Spark ClassCastException:JavaRDD无法强制转换为org.apache.spark.mllib.linalg.Vector

时间:2016-10-13 09:00:36

标签: java scala apache-spark

我想使用Java实现ARIMA时间序列。 我有以下Scala代码:

object SingleSeriesARIMA {
    def main(args: Array[String]): Unit = {
    // The dataset is sampled from an ARIMA(1, 0, 1) model generated in R.
    val lines = scala.io.Source.fromFile("../data/R_ARIMA_DataSet1.csv").getLines()
    val ts = Vectors.dense(lines.map(_.toDouble).toArray)
    val arimaModel = ARIMA.fitModel(1, 0, 1, ts)
    println("coefficients: " + arimaModel.coefficients.mkString(","))
    val forecast = arimaModel.forecast(ts, 20)
    println("forecast of next 20 observations: " + forecast.toArray.mkString(",")) 
    }
}

我尝试过以下解决方案:

public class JavaARIMA {

public static void main(String args[])
        {
    System.setProperty("hadoop.home.dir", "C:/winutils");  
    SparkConf conf = new SparkConf().setAppName("Spark-TS Ticker Example").setMaster("local").set("spark.sql.warehouse.dir", "file:///C:/Users/devanshi/Downloads/Spark/sparkdemo/spark-warehouse/");
    JavaSparkContext context = new JavaSparkContext(conf);

    JavaRDD<String> lines = context.textFile("path/inputfile");

    JavaRDD<Vector> ts = lines.map(
              new Function<String, Vector>() {
                public Vector call(String s) {
                  String[] sarray = s.split(",");
                  double[] values = new double[sarray.length];
                  for (int i = 0; i < sarray.length; i++) {
                    values[i] = Double.parseDouble(sarray[i]);
                  }
                  return Vectors.dense(values);
                }
              }
            );
    double[] total = {1.0,0.0,1.0};
    //DenseVector dv = new DenseVector(total);
    //convert(dv,toBreeze());
   //ARIMAModel arimaModel = ARIMA.fitModel(1, 0, 1, dv, true, "css-cgd", null);
    ARIMAModel arimaModel = ARIMA.fitModel(1, 0, 1, (Vector) ts, false, "css-cgd", total);

   //  arimaModel = ARIMA.fitModel(1, 0, 1, ts);
    System.out.println("coefficients: " + arimaModel.coefficients()); 
    Vector forcst = arimaModel.forecast((Vector) ts,20);
    System.out.println("forecast of next 20 observations: " + forcst);
}
}

但我得到了:

Exception in thread "main" java.lang.ClassCastException:
org.apache.spark.api.java.JavaRDD cannot be cast to
org.apache.spark.mllib.linalg.Vector

请尽可能帮助我。

1 个答案:

答案 0 :(得分:1)

您不能将转换JavaRDD键入Vector,而是需要使用rdd.foreach来获取单个Vector。
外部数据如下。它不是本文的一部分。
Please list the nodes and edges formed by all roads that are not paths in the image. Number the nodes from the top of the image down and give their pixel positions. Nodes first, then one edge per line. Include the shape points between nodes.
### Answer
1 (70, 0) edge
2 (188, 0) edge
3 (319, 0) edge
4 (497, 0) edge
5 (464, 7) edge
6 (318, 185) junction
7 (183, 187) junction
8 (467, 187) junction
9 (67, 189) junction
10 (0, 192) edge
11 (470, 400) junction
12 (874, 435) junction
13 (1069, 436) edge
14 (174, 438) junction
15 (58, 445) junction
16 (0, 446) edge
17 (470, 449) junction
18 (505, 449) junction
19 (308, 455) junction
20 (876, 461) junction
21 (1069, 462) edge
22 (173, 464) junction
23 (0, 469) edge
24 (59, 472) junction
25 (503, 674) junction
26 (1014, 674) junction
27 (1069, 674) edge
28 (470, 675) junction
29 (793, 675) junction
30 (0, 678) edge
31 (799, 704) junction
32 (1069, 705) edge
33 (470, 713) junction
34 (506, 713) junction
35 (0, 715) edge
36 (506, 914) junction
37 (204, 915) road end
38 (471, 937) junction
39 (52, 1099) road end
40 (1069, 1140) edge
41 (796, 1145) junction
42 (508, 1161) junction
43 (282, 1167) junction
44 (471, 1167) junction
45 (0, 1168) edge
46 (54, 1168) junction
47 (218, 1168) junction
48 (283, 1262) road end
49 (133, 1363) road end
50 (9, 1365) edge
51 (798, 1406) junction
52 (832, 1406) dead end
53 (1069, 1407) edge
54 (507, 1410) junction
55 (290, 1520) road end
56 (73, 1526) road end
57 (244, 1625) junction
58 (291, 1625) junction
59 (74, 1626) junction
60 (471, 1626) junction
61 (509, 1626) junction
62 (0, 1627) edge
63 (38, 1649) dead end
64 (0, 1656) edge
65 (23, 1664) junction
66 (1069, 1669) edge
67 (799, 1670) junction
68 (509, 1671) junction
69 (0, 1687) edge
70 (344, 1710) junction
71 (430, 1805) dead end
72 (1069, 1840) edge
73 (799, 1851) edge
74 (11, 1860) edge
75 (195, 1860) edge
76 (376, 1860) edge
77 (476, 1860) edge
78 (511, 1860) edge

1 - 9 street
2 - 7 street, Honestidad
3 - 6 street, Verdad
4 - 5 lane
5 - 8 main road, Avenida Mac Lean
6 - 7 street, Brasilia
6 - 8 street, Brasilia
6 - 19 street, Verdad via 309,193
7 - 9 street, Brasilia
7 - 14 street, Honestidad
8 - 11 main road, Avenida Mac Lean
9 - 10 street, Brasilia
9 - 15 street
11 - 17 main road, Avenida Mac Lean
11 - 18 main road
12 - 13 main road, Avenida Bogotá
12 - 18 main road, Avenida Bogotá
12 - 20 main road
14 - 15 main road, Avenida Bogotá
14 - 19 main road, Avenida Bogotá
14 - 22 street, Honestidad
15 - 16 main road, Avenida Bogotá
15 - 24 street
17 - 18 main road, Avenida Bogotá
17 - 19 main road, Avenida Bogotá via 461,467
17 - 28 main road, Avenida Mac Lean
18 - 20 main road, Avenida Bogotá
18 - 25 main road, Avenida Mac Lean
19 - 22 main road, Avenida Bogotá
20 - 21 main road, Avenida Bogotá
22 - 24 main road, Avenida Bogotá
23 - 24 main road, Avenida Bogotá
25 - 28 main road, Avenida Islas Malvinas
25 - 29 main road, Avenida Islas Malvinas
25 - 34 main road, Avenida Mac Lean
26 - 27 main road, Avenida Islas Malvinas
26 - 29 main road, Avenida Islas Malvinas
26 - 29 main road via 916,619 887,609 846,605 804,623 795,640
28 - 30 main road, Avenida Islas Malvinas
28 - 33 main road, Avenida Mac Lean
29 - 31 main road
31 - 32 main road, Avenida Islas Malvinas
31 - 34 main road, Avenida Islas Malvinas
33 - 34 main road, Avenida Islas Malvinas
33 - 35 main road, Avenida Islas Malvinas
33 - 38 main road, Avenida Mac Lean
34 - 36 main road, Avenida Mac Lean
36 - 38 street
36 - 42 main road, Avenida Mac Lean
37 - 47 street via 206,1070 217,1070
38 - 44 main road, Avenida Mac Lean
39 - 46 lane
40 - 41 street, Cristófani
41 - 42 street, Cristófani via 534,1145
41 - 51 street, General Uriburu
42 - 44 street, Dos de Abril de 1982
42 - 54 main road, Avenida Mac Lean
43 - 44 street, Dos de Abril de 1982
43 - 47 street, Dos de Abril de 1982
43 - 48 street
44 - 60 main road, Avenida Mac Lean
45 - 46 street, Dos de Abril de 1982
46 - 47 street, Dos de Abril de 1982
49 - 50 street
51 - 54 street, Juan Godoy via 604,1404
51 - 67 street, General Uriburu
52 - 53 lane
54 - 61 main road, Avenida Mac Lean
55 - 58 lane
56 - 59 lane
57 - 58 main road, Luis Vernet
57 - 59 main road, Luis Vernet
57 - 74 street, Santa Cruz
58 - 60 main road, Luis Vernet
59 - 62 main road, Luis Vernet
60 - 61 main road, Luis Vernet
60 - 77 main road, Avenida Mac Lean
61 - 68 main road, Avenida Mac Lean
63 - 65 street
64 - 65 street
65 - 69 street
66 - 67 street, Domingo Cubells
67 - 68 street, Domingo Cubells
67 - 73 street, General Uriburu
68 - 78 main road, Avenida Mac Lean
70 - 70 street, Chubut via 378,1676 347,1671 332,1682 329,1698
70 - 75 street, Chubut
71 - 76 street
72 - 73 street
所以代码可能是这样的。

ts.foreach(new VoidFunction<Vector>() {
    @Override
    public void call(Vector v) throws Exception {
        double[] total = { 1.0, 0.0, 1.0 };
        ARIMAModel arimaModel = ARIMA.fitModel(1, 0, 1, (Vector) v, false, "css-cgd", total);

        System.out.println("coefficients: " + arimaModel.coefficients());
        Vector forcst = arimaModel.forecast((Vector) v, 20);
        System.out.println("forecast of next 20 observations: " + forcst);
    }
});

希望这会有所帮助......